-- Opening Marker --

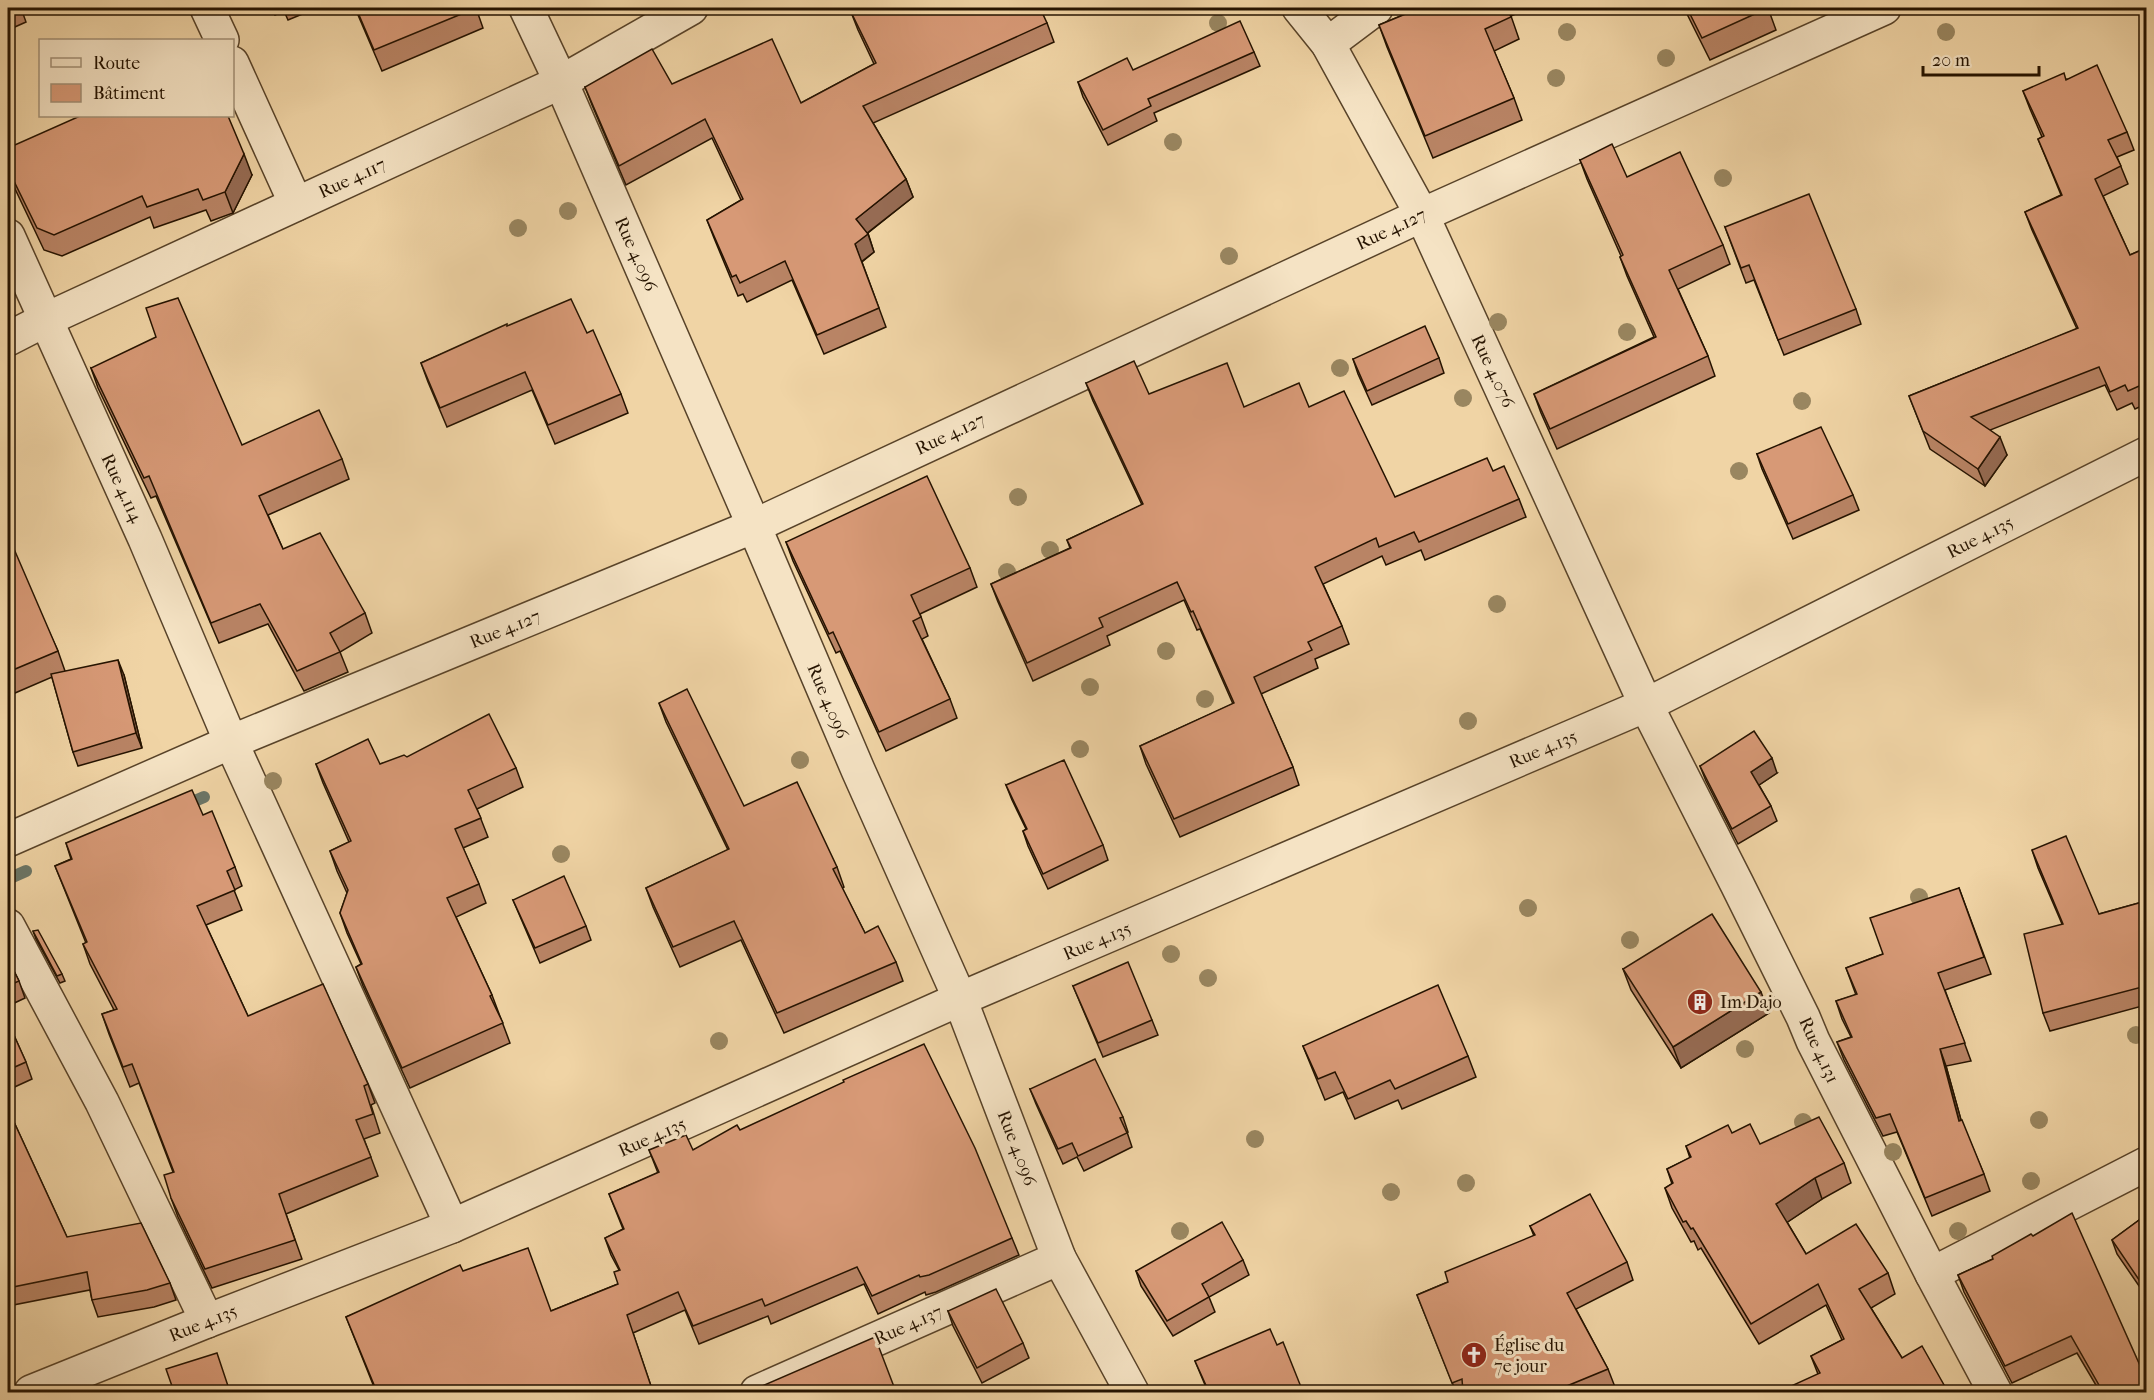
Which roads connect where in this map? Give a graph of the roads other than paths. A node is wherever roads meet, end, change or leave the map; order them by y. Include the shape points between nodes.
1 (207, 8) edge
2 (525, 8) edge
3 (691, 8) edge
4 (1299, 8) edge
5 (1376, 8) edge
6 (1884, 8) edge
7 (222, 39) edge
8 (1328, 44) junction
9 (234, 67) edge
10 (561, 82) junction
11 (297, 204) junction
12 (1422, 215) junction
13 (8, 236) edge
14 (45, 320) junction
15 (8, 339) edge
16 (2146, 454) edge
17 (754, 526) junction
18 (1646, 705) junction
19 (231, 742) junction
20 (8, 840) edge
21 (8, 926) edge
22 (960, 999) junction
23 (2146, 1164) edge
24 (452, 1226) junction
25 (1059, 1258) junction
26 (1932, 1275) junction
27 (207, 1321) junction
28 (31, 1392) edge
29 (757, 1392) edge
30 (1132, 1392) edge
31 (1995, 1392) edge

1 - 7 street
2 - 10 street, Rue 4.096
3 - 10 street, Rue 4.117
4 - 8 street
5 - 8 street
6 - 12 street, Rue 4.127
8 - 12 street, Rue 4.076
9 - 11 street
10 - 11 street, Rue 4.117
10 - 17 street, Rue 4.096
11 - 14 street, Rue 4.117
12 - 17 street, Rue 4.127
12 - 18 street, Rue 4.076
13 - 14 street, Rue 4.114
14 - 15 street, Rue 4.117
14 - 19 street, Rue 4.114 via 145,539
16 - 18 street, Rue 4.135
17 - 19 street, Rue 4.127
17 - 22 street, Rue 4.096
18 - 22 street, Rue 4.135
18 - 26 street, Rue 4.131
19 - 20 street, Rue 4.127
19 - 24 street, Rue 4.114
21 - 27 street via 102,1102
22 - 24 street, Rue 4.135
22 - 25 street, Rue 4.096
23 - 26 street
24 - 27 street, Rue 4.135
25 - 29 street, Rue 4.137
25 - 30 street, Rue 4.096
26 - 31 street, Rue 4.131
27 - 28 street, Rue 4.135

-- Closing Marker --

DIRECTIONS FOR THIS TASK:
Reproduce all the entries that precede this task, word for word, minus any pictures.

OUTPUT FOR THIS EXERCISE:
Which roads connect where in this map? Give a graph of the roads other than paths. A node is wherever roads meet, end, change or leave the map; order them by y. Include the shape points between nodes.
1 (207, 8) edge
2 (525, 8) edge
3 (691, 8) edge
4 (1299, 8) edge
5 (1376, 8) edge
6 (1884, 8) edge
7 (222, 39) edge
8 (1328, 44) junction
9 (234, 67) edge
10 (561, 82) junction
11 (297, 204) junction
12 (1422, 215) junction
13 (8, 236) edge
14 (45, 320) junction
15 (8, 339) edge
16 (2146, 454) edge
17 (754, 526) junction
18 (1646, 705) junction
19 (231, 742) junction
20 (8, 840) edge
21 (8, 926) edge
22 (960, 999) junction
23 (2146, 1164) edge
24 (452, 1226) junction
25 (1059, 1258) junction
26 (1932, 1275) junction
27 (207, 1321) junction
28 (31, 1392) edge
29 (757, 1392) edge
30 (1132, 1392) edge
31 (1995, 1392) edge

1 - 7 street
2 - 10 street, Rue 4.096
3 - 10 street, Rue 4.117
4 - 8 street
5 - 8 street
6 - 12 street, Rue 4.127
8 - 12 street, Rue 4.076
9 - 11 street
10 - 11 street, Rue 4.117
10 - 17 street, Rue 4.096
11 - 14 street, Rue 4.117
12 - 17 street, Rue 4.127
12 - 18 street, Rue 4.076
13 - 14 street, Rue 4.114
14 - 15 street, Rue 4.117
14 - 19 street, Rue 4.114 via 145,539
16 - 18 street, Rue 4.135
17 - 19 street, Rue 4.127
17 - 22 street, Rue 4.096
18 - 22 street, Rue 4.135
18 - 26 street, Rue 4.131
19 - 20 street, Rue 4.127
19 - 24 street, Rue 4.114
21 - 27 street via 102,1102
22 - 24 street, Rue 4.135
22 - 25 street, Rue 4.096
23 - 26 street
24 - 27 street, Rue 4.135
25 - 29 street, Rue 4.137
25 - 30 street, Rue 4.096
26 - 31 street, Rue 4.131
27 - 28 street, Rue 4.135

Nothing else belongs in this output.